La cloche de l'église de Boissettes ne pourra plus sonner

Cette commune de Seine-et-Marne a été condamnée par la justice à la suite d'une plainte de riverains excédés par les nuisances sonores. 

Capture d\'écran de Google Maps montrant l\'église de Boissettes (Seine-et-Marne).
Capture d'écran de Google Maps montrant l'église de Boissettes (Seine-et-Marne). (GOOGLEMAPS / FRANCETV INFO)

L'église de Boissettes ne pourra plus faire sonner sa cloche comme elle l'entend. La cour administrative de Paris a récemment condamné cette commune de Seine-et-Marne de 450 habitants à proscrire les tintements, sauf exceptions, rapporte dimanche 29 décembre Le Parisien (article payant).

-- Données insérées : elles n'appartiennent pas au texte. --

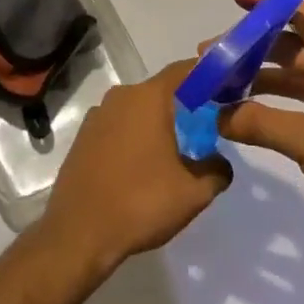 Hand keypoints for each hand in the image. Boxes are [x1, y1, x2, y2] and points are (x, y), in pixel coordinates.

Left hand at [38, 59, 231, 274]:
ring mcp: (98, 115)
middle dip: (183, 104)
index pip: (184, 70)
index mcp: (149, 98)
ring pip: (137, 108)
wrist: (78, 233)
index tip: (224, 89)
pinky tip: (141, 165)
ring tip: (174, 151)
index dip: (206, 75)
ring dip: (156, 122)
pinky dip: (134, 135)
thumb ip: (216, 171)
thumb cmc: (140, 203)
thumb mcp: (193, 194)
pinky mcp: (83, 136)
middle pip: (160, 90)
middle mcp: (121, 96)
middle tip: (205, 127)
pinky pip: (118, 125)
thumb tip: (219, 163)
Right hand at [213, 0, 303, 259]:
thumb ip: (261, 124)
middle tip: (210, 57)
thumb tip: (217, 116)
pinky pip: (299, 106)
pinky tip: (245, 118)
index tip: (236, 2)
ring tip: (218, 88)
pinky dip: (272, 107)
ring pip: (293, 79)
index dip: (271, 3)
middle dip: (252, 48)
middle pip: (292, 47)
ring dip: (258, 79) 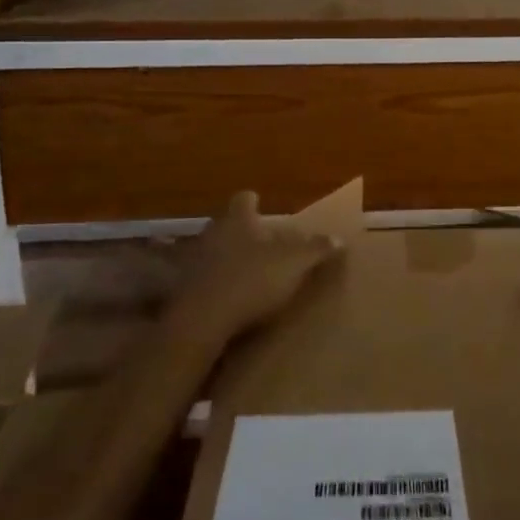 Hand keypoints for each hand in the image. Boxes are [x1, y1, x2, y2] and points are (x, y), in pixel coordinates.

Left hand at [167, 192, 344, 350]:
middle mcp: (211, 233)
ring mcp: (192, 261)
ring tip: (244, 273)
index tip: (261, 206)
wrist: (201, 320)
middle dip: (240, 232)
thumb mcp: (294, 264)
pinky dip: (213, 283)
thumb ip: (315, 249)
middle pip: (226, 224)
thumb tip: (338, 238)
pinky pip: (201, 278)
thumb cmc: (251, 280)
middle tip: (259, 244)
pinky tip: (225, 297)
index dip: (253, 202)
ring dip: (224, 258)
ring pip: (211, 250)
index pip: (244, 199)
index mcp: (238, 220)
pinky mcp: (182, 289)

L'affaire débute en 2006. Excédé par les "nuisances" sonores de la cloche qui sonne toutes les demi-heures, un couple d'habitants de Boissettes saisit le tribunal administratif de Melun. Le maire de la commune propose un compromis : faire taire la cloche de 23 heures à 6 heures. Une solution qui convient au couple. "Mais la machine judiciaire est lancée, et la justice administrative va au-delà : elle demande l’arrêt total de la cloche", explique Le Parisien

Des usages maintenus s'ils datent d'avant 1905

Le maire a beau faire appel, rien n'y fait. "J’ai voulu défendre une tradition qui remonte à 1967. Deux cents personnes du village ont signé la pétition pour le maintien de cet usage civil", explique Jean-Pierre Legrand (divers droite). La cloche de l'église pourra sonner uniquement en cas de péril exigeant un secours rapide, ainsi que le 14 juillet, le 11 novembre, et le jour de la fête de Jeanne d’Arc. La justice estime que l'édifice est un bien communal, du fait de la loi de 1905 sur la séparation de l'Eglise et de l'Etat. "Toutefois, son utilisation, comme celle des cloches, reste affectée à un usage religieux. Certains 'usages locaux' ne peuvent être maintenus que s'ils datent d'avant 1905, ce qui n'est pas le cas de Boissettes", indique Le Figaro.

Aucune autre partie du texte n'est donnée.